- Work required -
Every line of the records below that holds the word "Kuta" belongs in the answer.

======== Dataset records ========

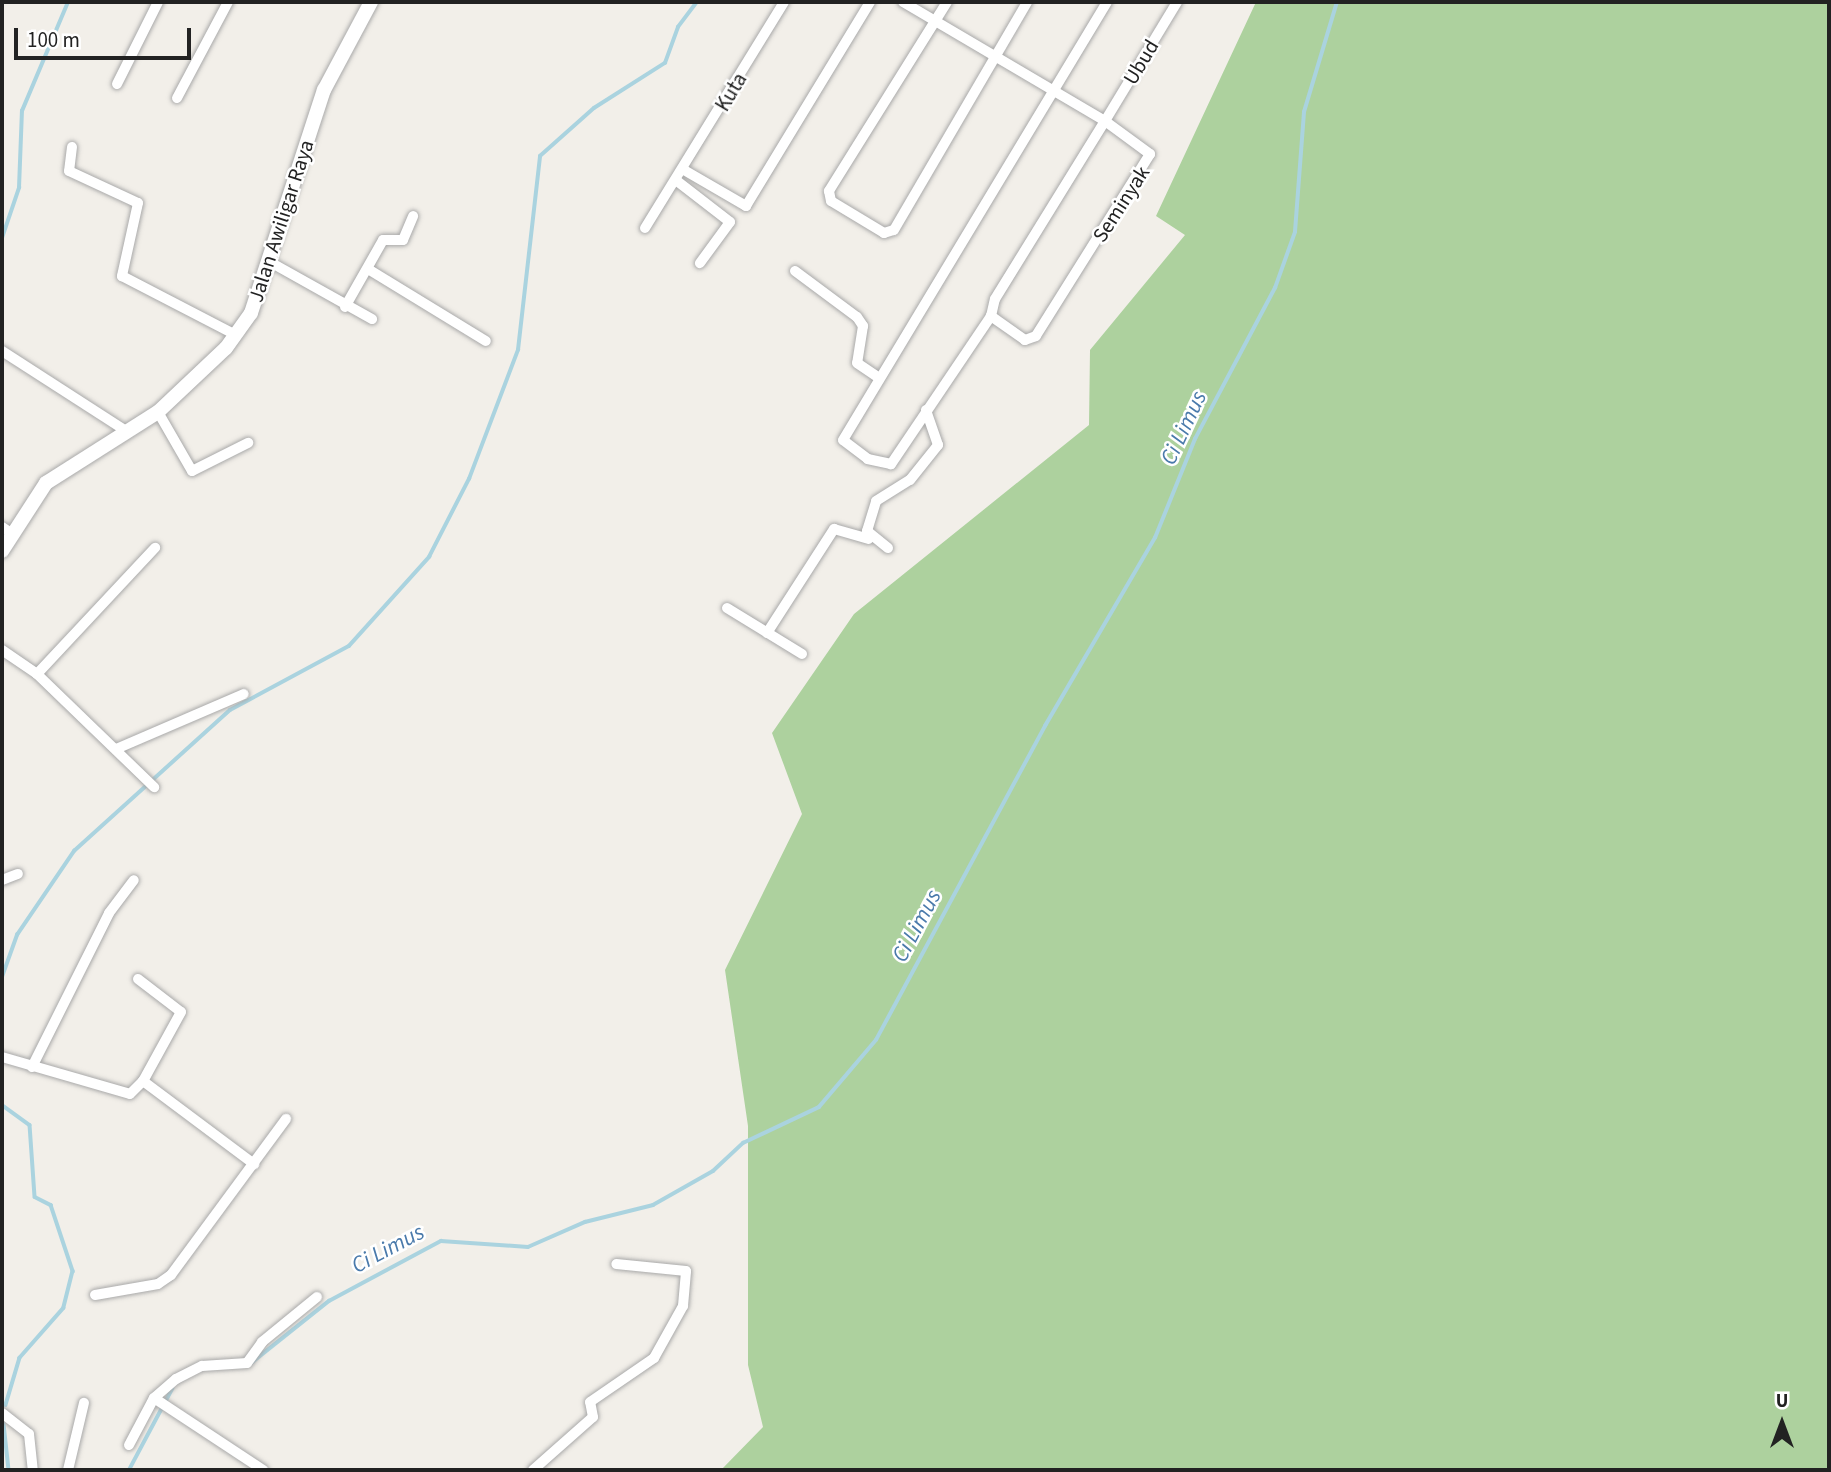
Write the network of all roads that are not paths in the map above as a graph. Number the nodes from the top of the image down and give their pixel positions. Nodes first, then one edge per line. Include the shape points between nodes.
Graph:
1 (158, 2) edge
2 (228, 2) edge
3 (371, 2) edge
4 (784, 2) edge
5 (870, 2) edge
6 (903, 2) edge
7 (947, 2) edge
8 (1027, 2) edge
9 (1107, 2) edge
10 (1177, 2) edge
11 (935, 20) junction
12 (994, 57) junction
13 (117, 83) dead end
14 (1052, 90) junction
15 (177, 97) dead end
16 (1105, 121) junction
17 (72, 147) dead end
18 (684, 170) junction
19 (677, 181) junction
20 (413, 216) dead end
21 (645, 228) dead end
22 (270, 262) junction
23 (700, 263) dead end
24 (368, 269) junction
25 (795, 271) dead end
26 (345, 307) junction
27 (991, 316) junction
28 (372, 319) dead end
29 (236, 335) junction
30 (486, 341) dead end
31 (2, 351) edge
32 (878, 377) junction
33 (926, 410) junction
34 (158, 412) junction
35 (126, 431) junction
36 (248, 443) dead end
37 (7, 530) edge
38 (869, 539) junction
39 (155, 548) dead end
40 (888, 548) dead end
41 (2, 551) edge
42 (727, 608) dead end
43 (767, 633) junction
44 (2, 650) edge
45 (802, 654) dead end
46 (37, 674) junction
47 (244, 694) dead end
48 (116, 749) junction
49 (153, 787) dead end
50 (18, 874) dead end
51 (2, 880) edge
52 (134, 880) dead end
53 (138, 979) dead end
54 (2, 1057) edge
55 (32, 1067) junction
56 (143, 1081) junction
57 (286, 1119) dead end
58 (254, 1164) junction
59 (616, 1264) dead end
60 (95, 1295) dead end
61 (317, 1297) dead end
62 (154, 1398) junction
63 (84, 1403) dead end
64 (2, 1413) edge
65 (129, 1445) dead end
66 (33, 1470) edge
67 (68, 1470) edge
68 (264, 1470) edge
69 (533, 1470) edge

1 - 13 street
2 - 15 street
3 - 22 street, Jalan Awiligar Raya via 324,90
4 - 18 street, Kuta
5 - 18 street via 746,206
6 - 11 street, Seminyak
7 - 11 street
8 - 12 street
9 - 14 street
10 - 16 street, Ubud
11 - 12 street, Seminyak
11 - 12 street via 829,191 831,201 884,233 894,230
12 - 14 street, Seminyak
14 - 16 street, Seminyak
14 - 32 street
16 - 27 street via 995,299
16 - 27 street, Seminyak via 1148,149 1150,160 1036,336 1025,340
17 - 29 street via 69,171 138,203 122,276
18 - 19 street, Kuta
19 - 21 street, Kuta
19 - 23 street via 730,222
20 - 24 street via 403,240 383,240
22 - 26 street
22 - 29 street, Jalan Awiligar Raya
24 - 26 street
24 - 30 street
25 - 32 street via 857,317 863,326 857,363
26 - 28 street
27 - 33 street
29 - 34 street, Jalan Awiligar Raya
31 - 35 street
32 - 33 street via 842,436 878,464 891,464 899,456
33 - 38 street via 938,445 910,480 876,501
34 - 35 street, Jalan Awiligar Raya
34 - 36 street via 192,471
35 - 37 street, Jalan Awiligar Raya via 60,471
37 - 41 street, Jalan Awiligar Raya
38 - 40 street
38 - 43 street via 834,529
39 - 46 street
42 - 43 street
43 - 45 street
44 - 46 street
46 - 48 street
47 - 48 street
48 - 49 street
50 - 51 street
52 - 55 street via 103,923
53 - 56 street via 181,1012
54 - 55 street
55 - 56 street via 130,1094
56 - 58 street
57 - 58 street
58 - 60 street via 166,1280
59 - 69 street via 686,1271 683,1306 653,1358 590,1402 593,1417
61 - 62 street via 262,1342 247,1363 195,1368
62 - 65 street
62 - 68 street
63 - 67 street
64 - 66 street via 29,1434

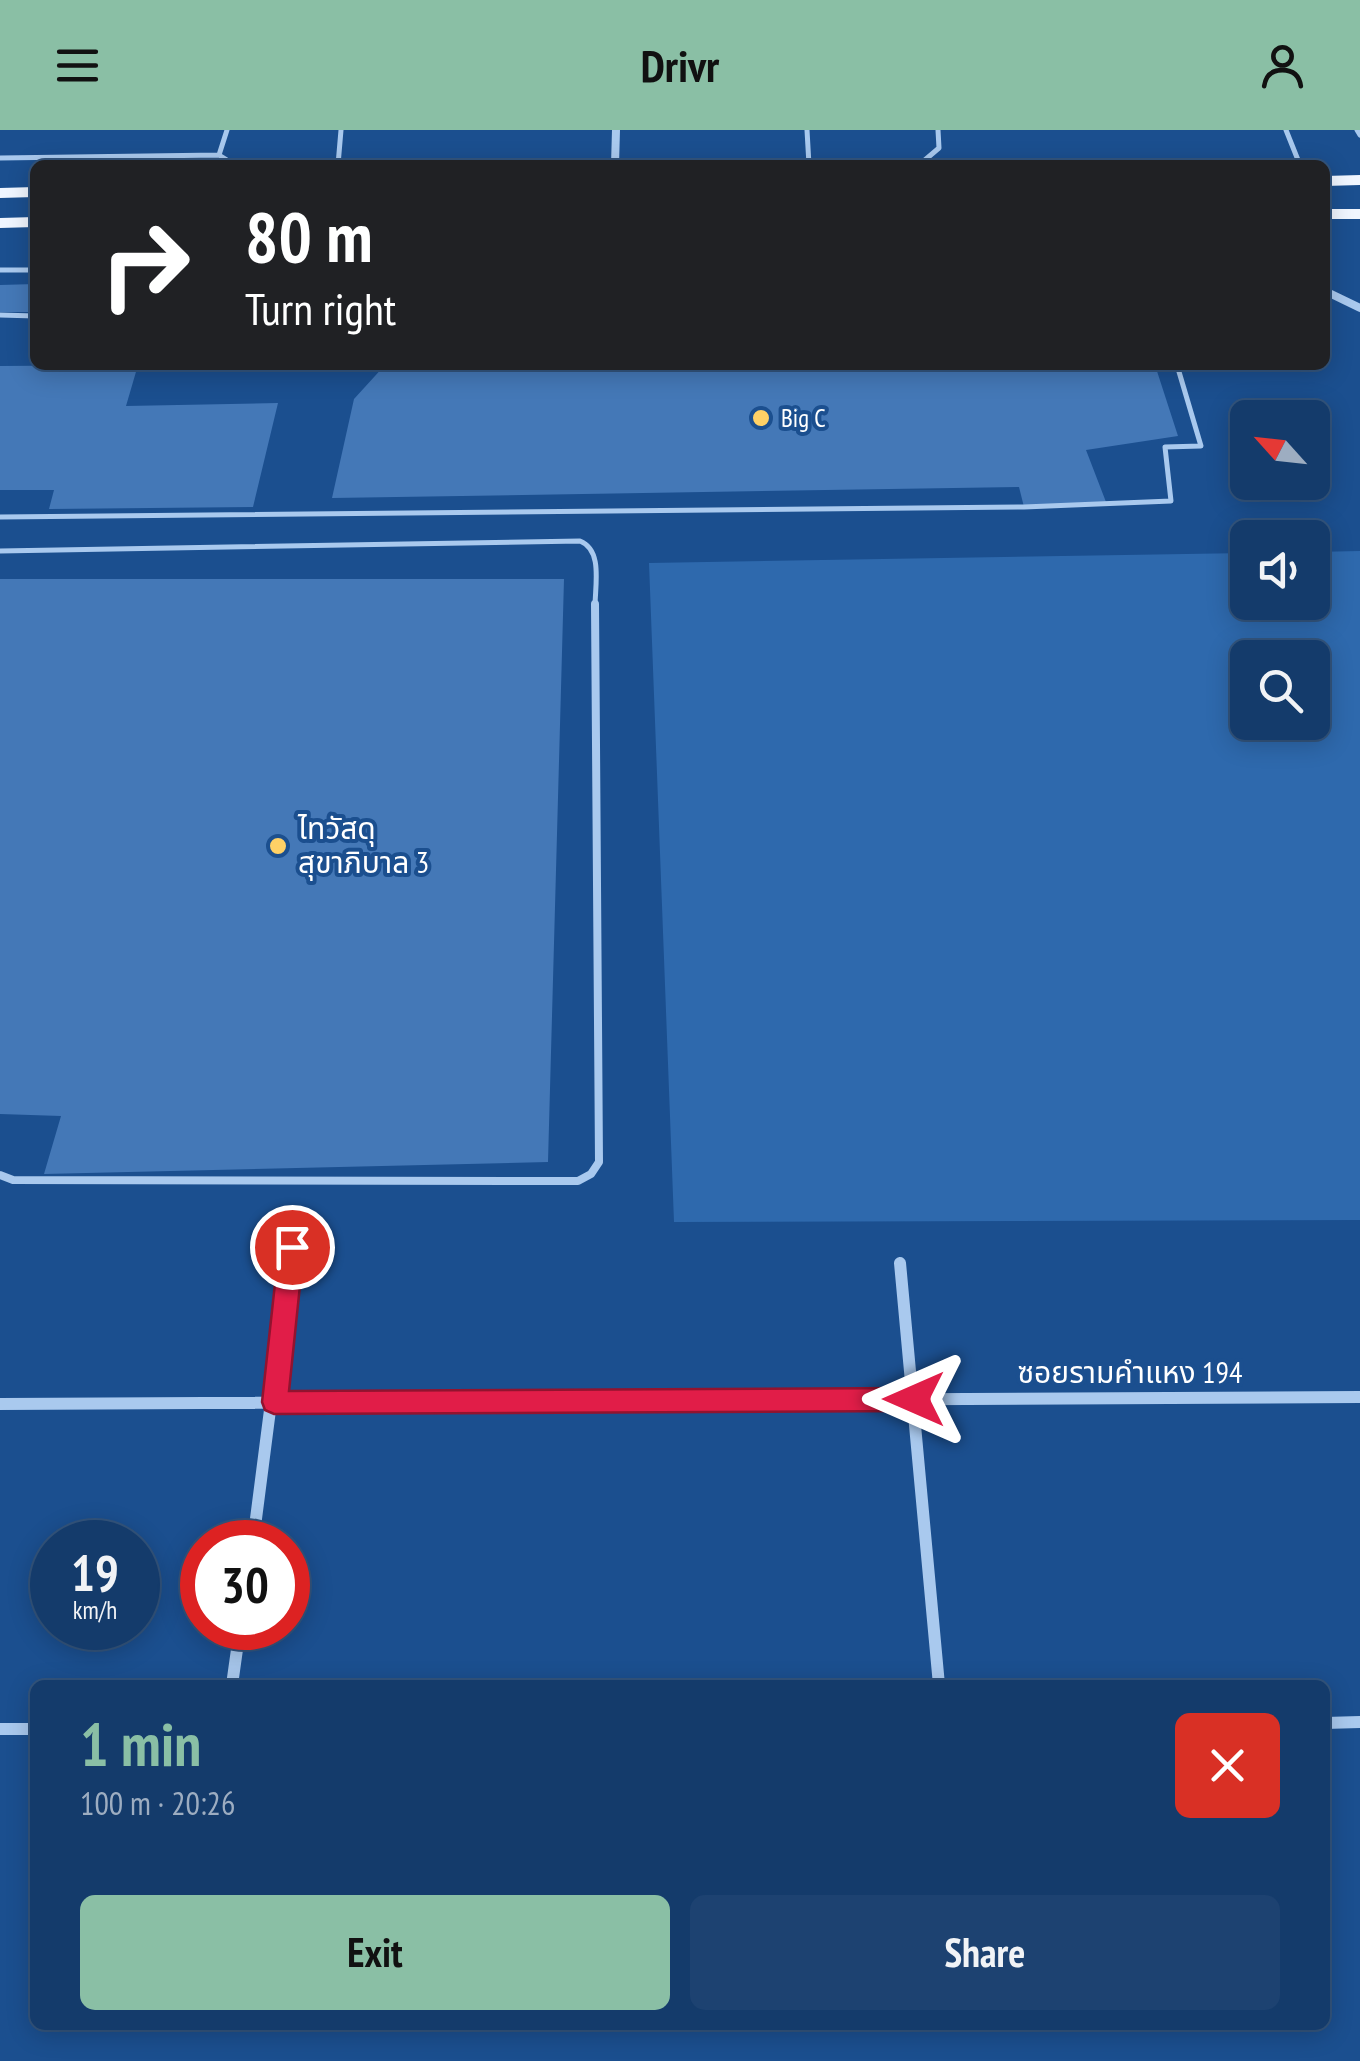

========

- Response to the task -
4 - 18 street, Kuta
18 - 19 street, Kuta
19 - 21 street, Kuta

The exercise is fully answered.